GOAL OF THE EXERCISE - For each entry that follows, produce an exact copy.

Saved data entries -
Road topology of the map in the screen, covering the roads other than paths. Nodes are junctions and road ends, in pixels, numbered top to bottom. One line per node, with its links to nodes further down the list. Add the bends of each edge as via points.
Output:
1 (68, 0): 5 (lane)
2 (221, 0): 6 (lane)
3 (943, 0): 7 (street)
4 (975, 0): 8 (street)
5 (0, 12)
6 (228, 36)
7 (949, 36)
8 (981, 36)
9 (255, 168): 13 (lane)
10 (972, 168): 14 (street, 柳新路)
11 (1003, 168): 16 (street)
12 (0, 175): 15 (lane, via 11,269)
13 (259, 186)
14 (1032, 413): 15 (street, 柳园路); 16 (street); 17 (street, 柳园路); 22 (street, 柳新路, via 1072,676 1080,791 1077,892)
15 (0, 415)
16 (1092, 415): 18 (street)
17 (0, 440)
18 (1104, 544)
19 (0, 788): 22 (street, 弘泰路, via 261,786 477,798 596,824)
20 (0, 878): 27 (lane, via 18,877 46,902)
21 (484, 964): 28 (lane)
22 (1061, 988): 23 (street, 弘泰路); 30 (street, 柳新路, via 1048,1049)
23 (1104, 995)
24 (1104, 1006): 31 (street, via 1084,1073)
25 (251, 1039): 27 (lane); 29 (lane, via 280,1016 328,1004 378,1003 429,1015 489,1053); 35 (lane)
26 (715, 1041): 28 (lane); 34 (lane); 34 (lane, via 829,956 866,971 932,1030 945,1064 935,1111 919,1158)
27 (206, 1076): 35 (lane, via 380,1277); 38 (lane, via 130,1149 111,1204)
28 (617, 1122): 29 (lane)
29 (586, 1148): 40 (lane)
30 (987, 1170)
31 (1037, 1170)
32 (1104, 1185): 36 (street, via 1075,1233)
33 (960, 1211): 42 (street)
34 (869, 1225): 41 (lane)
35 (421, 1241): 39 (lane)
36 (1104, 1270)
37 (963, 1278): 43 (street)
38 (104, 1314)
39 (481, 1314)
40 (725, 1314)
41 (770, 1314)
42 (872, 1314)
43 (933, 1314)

RESULT FOR THIS EXERCISE -
Road topology of the map in the screen, covering the roads other than paths. Nodes are junctions and road ends, in pixels, numbered top to bottom. One line per node, with its links to nodes further down the list. Add the bends of each edge as via points.
Output:
1 (68, 0): 5 (lane)
2 (221, 0): 6 (lane)
3 (943, 0): 7 (street)
4 (975, 0): 8 (street)
5 (0, 12)
6 (228, 36)
7 (949, 36)
8 (981, 36)
9 (255, 168): 13 (lane)
10 (972, 168): 14 (street, 柳新路)
11 (1003, 168): 16 (street)
12 (0, 175): 15 (lane, via 11,269)
13 (259, 186)
14 (1032, 413): 15 (street, 柳园路); 16 (street); 17 (street, 柳园路); 22 (street, 柳新路, via 1072,676 1080,791 1077,892)
15 (0, 415)
16 (1092, 415): 18 (street)
17 (0, 440)
18 (1104, 544)
19 (0, 788): 22 (street, 弘泰路, via 261,786 477,798 596,824)
20 (0, 878): 27 (lane, via 18,877 46,902)
21 (484, 964): 28 (lane)
22 (1061, 988): 23 (street, 弘泰路); 30 (street, 柳新路, via 1048,1049)
23 (1104, 995)
24 (1104, 1006): 31 (street, via 1084,1073)
25 (251, 1039): 27 (lane); 29 (lane, via 280,1016 328,1004 378,1003 429,1015 489,1053); 35 (lane)
26 (715, 1041): 28 (lane); 34 (lane); 34 (lane, via 829,956 866,971 932,1030 945,1064 935,1111 919,1158)
27 (206, 1076): 35 (lane, via 380,1277); 38 (lane, via 130,1149 111,1204)
28 (617, 1122): 29 (lane)
29 (586, 1148): 40 (lane)
30 (987, 1170)
31 (1037, 1170)
32 (1104, 1185): 36 (street, via 1075,1233)
33 (960, 1211): 42 (street)
34 (869, 1225): 41 (lane)
35 (421, 1241): 39 (lane)
36 (1104, 1270)
37 (963, 1278): 43 (street)
38 (104, 1314)
39 (481, 1314)
40 (725, 1314)
41 (770, 1314)
42 (872, 1314)
43 (933, 1314)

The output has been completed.